El empuje de los extremistas musulmanes lleva al Gobierno de Mubarak a un callejón sin salida

Los atentados y enfrentamientos en Egipto, que han convertido este mes en el más violento de la década, han llevado al presidente Hosni Mubarak a admitir indirectamente un error de cálculo. El avance de los extremistas musulmanes, cuya manifestación más visible son los estragos en la industria turística, amén de los 42 ataúdes de la última semana, no es un fenómeno pasajero como él mismo lo había descrito más de una vez. Es una amenaza grave de la que nadie sabe cómo va a salir el Gobierno.Fue el propio Hosni Mubarak el que dio -tardíamente, según sus críticos- la señal de alarma. En un discurso pronunciado este pasado fin de semana en la Universidad de Al Azhar, el presidente habló por primera vez del peligro que esos jóvenes barbudos que actúan a lo largo del Nilo representan para la unidad nacional. "El terrorismo ha pasado del desviacionismo intelectual a cometer viles acciones criminales que matan a gente pacífica e inocente y asustan por igual a ciudadanos egipcios y visitantes.
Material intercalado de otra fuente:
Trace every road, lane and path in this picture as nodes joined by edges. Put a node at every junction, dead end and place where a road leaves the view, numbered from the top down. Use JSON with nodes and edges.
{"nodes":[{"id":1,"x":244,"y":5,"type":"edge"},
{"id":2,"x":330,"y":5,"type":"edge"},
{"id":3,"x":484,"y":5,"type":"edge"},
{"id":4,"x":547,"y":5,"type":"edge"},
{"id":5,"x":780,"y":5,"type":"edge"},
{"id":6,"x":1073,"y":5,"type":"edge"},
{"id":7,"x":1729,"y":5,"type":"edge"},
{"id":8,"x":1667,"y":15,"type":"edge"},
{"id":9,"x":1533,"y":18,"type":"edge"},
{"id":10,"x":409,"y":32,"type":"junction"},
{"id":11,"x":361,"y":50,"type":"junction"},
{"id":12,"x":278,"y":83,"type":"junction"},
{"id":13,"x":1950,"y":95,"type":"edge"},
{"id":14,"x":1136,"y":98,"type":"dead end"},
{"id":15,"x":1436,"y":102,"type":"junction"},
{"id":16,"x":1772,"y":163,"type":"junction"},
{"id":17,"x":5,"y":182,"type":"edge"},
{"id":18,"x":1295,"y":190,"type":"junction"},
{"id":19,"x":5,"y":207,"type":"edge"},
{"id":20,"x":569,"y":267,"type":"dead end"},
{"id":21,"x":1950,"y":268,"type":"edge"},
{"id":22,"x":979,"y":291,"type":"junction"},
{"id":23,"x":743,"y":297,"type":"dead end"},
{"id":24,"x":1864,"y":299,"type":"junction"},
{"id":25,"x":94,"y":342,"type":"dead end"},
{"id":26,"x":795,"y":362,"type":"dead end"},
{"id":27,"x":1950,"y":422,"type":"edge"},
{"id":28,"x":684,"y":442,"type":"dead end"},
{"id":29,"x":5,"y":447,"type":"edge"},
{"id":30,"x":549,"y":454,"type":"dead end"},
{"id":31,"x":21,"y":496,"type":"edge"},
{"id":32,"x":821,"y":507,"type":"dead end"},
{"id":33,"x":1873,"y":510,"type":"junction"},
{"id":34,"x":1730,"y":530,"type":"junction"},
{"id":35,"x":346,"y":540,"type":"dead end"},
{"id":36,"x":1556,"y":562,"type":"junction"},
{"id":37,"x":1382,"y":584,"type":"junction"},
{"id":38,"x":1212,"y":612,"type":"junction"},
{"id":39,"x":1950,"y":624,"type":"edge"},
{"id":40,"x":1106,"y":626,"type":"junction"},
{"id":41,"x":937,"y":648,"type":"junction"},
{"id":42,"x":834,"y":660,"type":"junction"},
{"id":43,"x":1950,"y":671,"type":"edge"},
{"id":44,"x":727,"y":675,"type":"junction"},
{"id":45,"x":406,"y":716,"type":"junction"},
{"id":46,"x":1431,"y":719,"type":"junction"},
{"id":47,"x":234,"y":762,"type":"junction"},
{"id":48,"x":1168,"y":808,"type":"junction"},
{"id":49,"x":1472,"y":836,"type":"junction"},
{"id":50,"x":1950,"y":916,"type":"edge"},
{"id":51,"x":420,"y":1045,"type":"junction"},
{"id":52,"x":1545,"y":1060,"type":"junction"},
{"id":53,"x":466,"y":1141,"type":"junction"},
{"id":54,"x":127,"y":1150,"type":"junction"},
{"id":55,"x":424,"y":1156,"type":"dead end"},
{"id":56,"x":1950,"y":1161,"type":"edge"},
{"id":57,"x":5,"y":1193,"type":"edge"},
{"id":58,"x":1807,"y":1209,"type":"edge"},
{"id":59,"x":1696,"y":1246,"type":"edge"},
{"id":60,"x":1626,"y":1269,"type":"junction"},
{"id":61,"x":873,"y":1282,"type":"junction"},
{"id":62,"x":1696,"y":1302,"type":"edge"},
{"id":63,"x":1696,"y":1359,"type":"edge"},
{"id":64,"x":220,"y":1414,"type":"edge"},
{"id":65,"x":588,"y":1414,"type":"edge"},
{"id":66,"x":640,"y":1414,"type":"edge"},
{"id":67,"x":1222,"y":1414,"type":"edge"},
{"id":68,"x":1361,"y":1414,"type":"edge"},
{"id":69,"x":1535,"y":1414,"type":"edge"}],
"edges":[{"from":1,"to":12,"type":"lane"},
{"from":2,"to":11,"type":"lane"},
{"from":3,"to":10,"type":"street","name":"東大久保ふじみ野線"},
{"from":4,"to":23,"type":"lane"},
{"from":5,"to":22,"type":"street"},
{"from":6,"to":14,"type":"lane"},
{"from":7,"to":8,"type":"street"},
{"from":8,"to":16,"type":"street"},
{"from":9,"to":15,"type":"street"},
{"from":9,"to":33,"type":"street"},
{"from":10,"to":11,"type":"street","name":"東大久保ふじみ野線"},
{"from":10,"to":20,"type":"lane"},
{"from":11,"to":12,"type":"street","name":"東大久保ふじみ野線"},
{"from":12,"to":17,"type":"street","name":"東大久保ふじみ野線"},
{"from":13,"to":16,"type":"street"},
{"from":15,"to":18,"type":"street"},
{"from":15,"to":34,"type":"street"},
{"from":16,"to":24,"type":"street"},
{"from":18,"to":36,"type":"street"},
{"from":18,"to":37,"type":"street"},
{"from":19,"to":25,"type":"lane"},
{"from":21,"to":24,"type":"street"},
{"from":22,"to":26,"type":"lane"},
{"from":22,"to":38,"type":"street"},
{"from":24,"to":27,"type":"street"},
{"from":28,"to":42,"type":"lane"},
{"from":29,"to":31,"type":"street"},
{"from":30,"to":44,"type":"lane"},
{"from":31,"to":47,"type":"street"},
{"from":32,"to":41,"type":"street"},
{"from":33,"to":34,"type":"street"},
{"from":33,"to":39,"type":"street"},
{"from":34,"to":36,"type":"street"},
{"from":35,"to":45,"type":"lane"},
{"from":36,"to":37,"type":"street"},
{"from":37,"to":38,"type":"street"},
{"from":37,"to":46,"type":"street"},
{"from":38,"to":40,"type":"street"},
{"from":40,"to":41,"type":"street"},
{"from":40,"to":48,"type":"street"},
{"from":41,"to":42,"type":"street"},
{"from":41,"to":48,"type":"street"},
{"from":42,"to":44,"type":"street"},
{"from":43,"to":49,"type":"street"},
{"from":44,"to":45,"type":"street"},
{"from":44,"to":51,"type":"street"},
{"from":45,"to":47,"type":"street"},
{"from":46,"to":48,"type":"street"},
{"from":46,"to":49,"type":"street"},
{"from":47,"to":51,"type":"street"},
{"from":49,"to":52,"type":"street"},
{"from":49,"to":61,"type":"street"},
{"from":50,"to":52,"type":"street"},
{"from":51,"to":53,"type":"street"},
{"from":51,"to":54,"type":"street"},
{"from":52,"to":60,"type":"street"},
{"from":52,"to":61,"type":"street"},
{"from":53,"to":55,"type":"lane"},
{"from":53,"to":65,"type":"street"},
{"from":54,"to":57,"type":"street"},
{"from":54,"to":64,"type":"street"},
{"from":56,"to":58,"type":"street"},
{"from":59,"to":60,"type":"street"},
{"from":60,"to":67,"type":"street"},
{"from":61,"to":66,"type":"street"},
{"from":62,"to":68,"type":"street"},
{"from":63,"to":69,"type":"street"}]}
También está despedazando la unidad nacional, saboteando instituciones y atacando con balas y bombas incendiarias a los que protegen la seguridad nacional", dijo Mubarak. "Como resultado de ello, nuestra nación mantiene su posición entre los países en vías de desarrollo o, hablando más francamente, en el atraso", agregó.

Con esas palabras el rais estaba culpando a organizaciones como la Gamaá al Islamiya (Agrupación Islámica) y la Yihad (Guerra Santa) de ser la causa del estancamiento de una economía en espera de un verdadero milagro. Mubarak devolvió así las acusaciones de sus enemigos ultrarreligiosos, para quienes los gigantescos males de la nación de 58 millones de habitantes son fruto de la falta de fidelidad al islam, la rampante corrupción oficial y la ineptitud de un sistema vendido a Occidente.

Pérdidas turísticas

Las pérdidas en la industria turística, la principal fuente de divisas, que se calcula anualmente en más de 3.000 millones de dólares, van a repercutir dramáticamente en el programa de reformas económicas que exige el Fondo Monetario Internacional (FMI). Sin reformas, dice el FMI, la monumental pobreza de Egipto está destinada a convertirse en un callejón sin salida.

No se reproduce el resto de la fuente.